魏无羡道:“为什么不许?这样好了,你告诉我你的名字,我就不叫你绵绵,如何?”

绵绵道:“为什么你问我我就要告诉你?问别人的名字之前,自己也不先报上名字。”

魏无羡道:“我的名字好说。你记着了,我叫做‘远道’。”

绵绵兀自把“远道”这个名字悄悄念了两遍,记不起哪家的世家公子叫这个名字,可是看他仪表气度,又不像籍籍无名之辈,看着魏无羡嘴角边颇为戏谑的笑容,心中不解。

忽然,一旁传来蓝忘机冷冷的低语:“玩弄字眼。”

她猛地反应过来,这是取“绵绵思远道”之意,戏弄于她,恨恨跺脚道:“谁思你了。你不要脸!”说完快速跑开了。

…………

那是一个很隐蔽的地洞,藏在一棵三人合抱的老榕树脚下。

先前他们一直找不到,一是因为这个洞口很小,不到半丈见方,二是粗大纠结的树根树藤织成了一张坚实的网,挡住了洞口,其上还有一层枯枝落叶、泥土沙石,因此隐蔽非常。
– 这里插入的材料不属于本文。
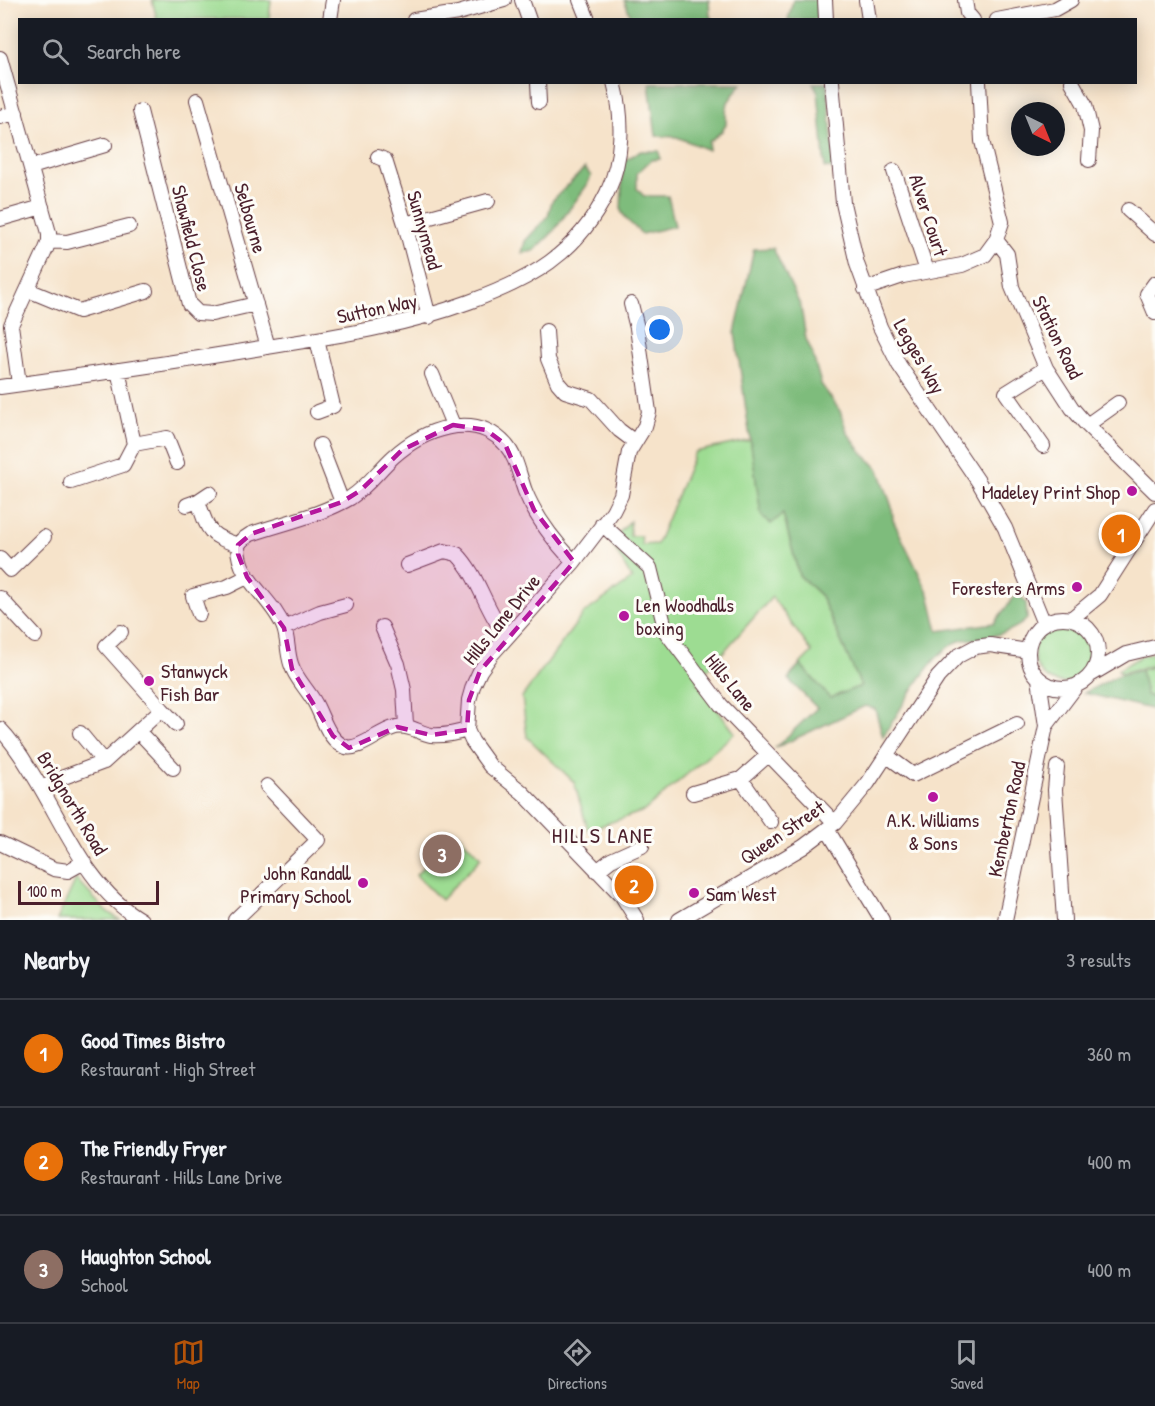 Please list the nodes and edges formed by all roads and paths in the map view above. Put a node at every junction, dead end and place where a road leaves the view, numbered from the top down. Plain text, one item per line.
1 (333, 0) edge
2 (504, 0) edge
3 (522, 0) edge
4 (580, 0) edge
5 (825, 0) edge
6 (866, 0) edge
7 (965, 0) edge
8 (1071, 0) edge
9 (457, 7) edge
10 (1057, 14) edge
11 (330, 18) edge
12 (421, 18) edge
13 (528, 18) edge
14 (587, 18) edge
15 (826, 18) edge
16 (869, 18) edge
17 (972, 18) edge
18 (1017, 18) edge
19 (0, 58) edge
20 (538, 84) edge
21 (614, 84) edge
22 (832, 84) edge
23 (979, 84) edge
24 (1073, 84) edge
25 (197, 99) dead end
26 (539, 102) dead end
27 (140, 111) dead end
28 (16, 113) junction
29 (0, 117) edge
30 (105, 145) dead end
31 (378, 157) dead end
32 (1089, 159) dead end
33 (31, 167) junction
34 (894, 171) dead end
35 (488, 201) dead end
36 (42, 207) junction
37 (1128, 210) dead end
38 (0, 219) edge
39 (405, 224) junction
40 (129, 226) dead end
41 (1155, 234) edge
42 (996, 240) junction
43 (49, 241) junction
44 (927, 272) junction
45 (1155, 283) edge
46 (865, 289) junction
47 (28, 290) junction
48 (146, 291) dead end
49 (256, 304) junction
50 (631, 304) dead end
51 (1155, 313) edge
52 (429, 317) junction
53 (5, 326) edge
54 (546, 332) dead end
55 (317, 340) junction
56 (268, 347) junction
57 (1046, 368) junction
58 (118, 370) junction
59 (432, 374) dead end
60 (19, 384) junction
61 (0, 387) edge
62 (1118, 403) dead end
63 (317, 412) dead end
64 (453, 425) junction
65 (1087, 425) junction
66 (635, 442) junction
67 (134, 444) junction
68 (320, 445) dead end
69 (1043, 446) dead end
70 (177, 463) dead end
71 (71, 482) dead end
72 (1155, 492) edge
73 (198, 500) dead end
74 (342, 502) junction
75 (1155, 509) edge
76 (602, 524) junction
77 (44, 537) dead end
78 (238, 545) junction
79 (0, 560) edge
80 (574, 562) junction
81 (407, 565) dead end
82 (247, 577) junction
83 (0, 598) edge
84 (346, 605) dead end
85 (199, 614) dead end
86 (1071, 619) junction
87 (1044, 624) junction
88 (382, 627) dead end
89 (284, 628) junction
90 (121, 632) dead end
91 (35, 636) dead end
92 (508, 636) junction
93 (1097, 644) junction
94 (1155, 647) edge
95 (1028, 651) junction
96 (1126, 654) junction
97 (1092, 674) junction
98 (1039, 679) junction
99 (1077, 686) junction
100 (162, 709) junction
101 (176, 724) dead end
102 (1017, 724) dead end
103 (406, 726) junction
104 (1046, 726) junction
105 (0, 729) edge
106 (467, 730) junction
107 (138, 731) junction
108 (80, 733) dead end
109 (768, 755) junction
110 (886, 755) junction
111 (104, 762) junction
112 (1057, 767) dead end
113 (173, 768) dead end
114 (741, 779) junction
115 (267, 786) dead end
116 (42, 789) junction
117 (693, 794) dead end
118 (771, 822) dead end
119 (831, 826) junction
120 (0, 843) edge
121 (642, 846) dead end
122 (84, 862) junction
123 (597, 871) junction
124 (141, 920) edge
125 (235, 920) edge
126 (637, 920) edge
127 (679, 920) edge
128 (882, 920) edge
129 (1005, 920) edge
130 (1064, 920) edge

1 - 11 street
2 - 9 street
3 - 13 street
4 - 14 street
5 - 15 street
6 - 16 street
7 - 17 street
8 - 10 street
9 - 12 street
10 - 18 street
19 - 28 street
20 - 26 street
21 - 52 street, Sutton Way
22 - 46 street, Legges Way
23 - 42 street
24 - 32 street
25 - 49 street, Selbourne
27 - 49 street, Shawfield Close
28 - 29 street
28 - 33 street
30 - 33 street
31 - 39 street, Sunnymead
33 - 36 street
34 - 44 street, Alver Court
35 - 39 street
36 - 38 street
36 - 43 street
37 - 41 street
39 - 52 street, Sunnymead
40 - 43 street
42 - 44 street
42 - 57 street, Station Road
43 - 47 street
44 - 46 street
45 - 51 street
46 - 87 street, Legges Way
47 - 48 street
47 - 53 street
49 - 56 street, Selbourne
50 - 66 street, Hills Lane Drive
52 - 55 street, Sutton Way
53 - 60 street
54 - 66 street
55 - 56 street, Sutton Way
55 - 63 street
56 - 58 street, Sutton Way
57 - 65 street, Station Road
57 - 69 street
58 - 60 street, Sutton Way
58 - 67 street
59 - 64 street
60 - 61 street, Sutton Way
62 - 65 street
64 - 74 street
64 - 80 street
65 - 72 street, Station Road
66 - 76 street, Hills Lane Drive
67 - 70 street
67 - 71 street
68 - 74 street
73 - 78 street
74 - 78 street
75 - 86 street
76 - 80 street, Hills Lane Drive
76 - 109 street, Hills Lane
77 - 79 street
78 - 82 street
80 - 92 street, Hills Lane Drive
81 - 92 street
82 - 85 street
82 - 89 street
83 - 91 street
84 - 89 street
86 - 87 street
86 - 93 street
87 - 95 street
88 - 103 street
89 - 103 street
90 - 100 street
92 - 106 street, Hills Lane Drive
93 - 96 street
93 - 97 street
94 - 96 street
95 - 98 street
95 - 110 street, Queen Street
96 - 97 street
97 - 99 street
98 - 99 street
98 - 104 street, Kemberton Road
99 - 104 street, Kemberton Road
100 - 101 street
100 - 107 street
102 - 110 street
103 - 106 street
104 - 129 street, Kemberton Road
105 - 116 street, Bridgnorth Road
106 - 123 street
107 - 111 street
107 - 113 street
108 - 111 street
109 - 114 street
109 - 119 street, Hills Lane
110 - 119 street, Queen Street
111 - 116 street
112 - 130 street
114 - 117 street
114 - 118 street
115 - 125 street
116 - 122 street, Bridgnorth Road
119 - 127 street, Queen Street
119 - 128 street, Hills Lane
120 - 122 street
121 - 123 street
122 - 124 street, Bridgnorth Road
123 - 126 street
扒开枝叶和泥土,斩断树根,这个黑黝黝、阴森森的洞穴便暴露了出来。

洞口通往地底深处,一股令人寒战的凉气袭面而来。投一颗石子进去,如石沉大海,不见声息。

温晁大喜:“肯定就是这里!快,都下去!”

金子轩实在忍不住了,冷冷地道:“你把我们带到这里来,说是来夜猎妖兽,那么请问究竟是什么妖兽?提早告知我们,也好合力应对,才不会再像上次那样手忙脚乱。”

温晁道:“告知你们?”

刚才被江羽凡引起的怒气还没地撒,金子轩这愣头青自找麻烦,正好撒撒气。

他直起身来,先指了指金子轩,再指他自己,道:“你们还要我再说多少遍才能长记性?不要搞错了。你们,只不过是我手下的修士,我才是发出命令的人。我不需要别人来建议我什么。指挥作战和调兵遣将的人只有我。能降服妖兽的,也只有我!”

他的“只有我”三个字咬字格外重,语气高昂,自大狂妄,令人听了又憎恶又滑稽。王灵娇斥道:“没听见温公子说什么吗?还不都快下去!”

金子轩站在最前,强忍怒火,一掀衣摆,抓住一根尤为粗壮的树藤,毫不犹豫地一跳,跳进了深不见底的地洞。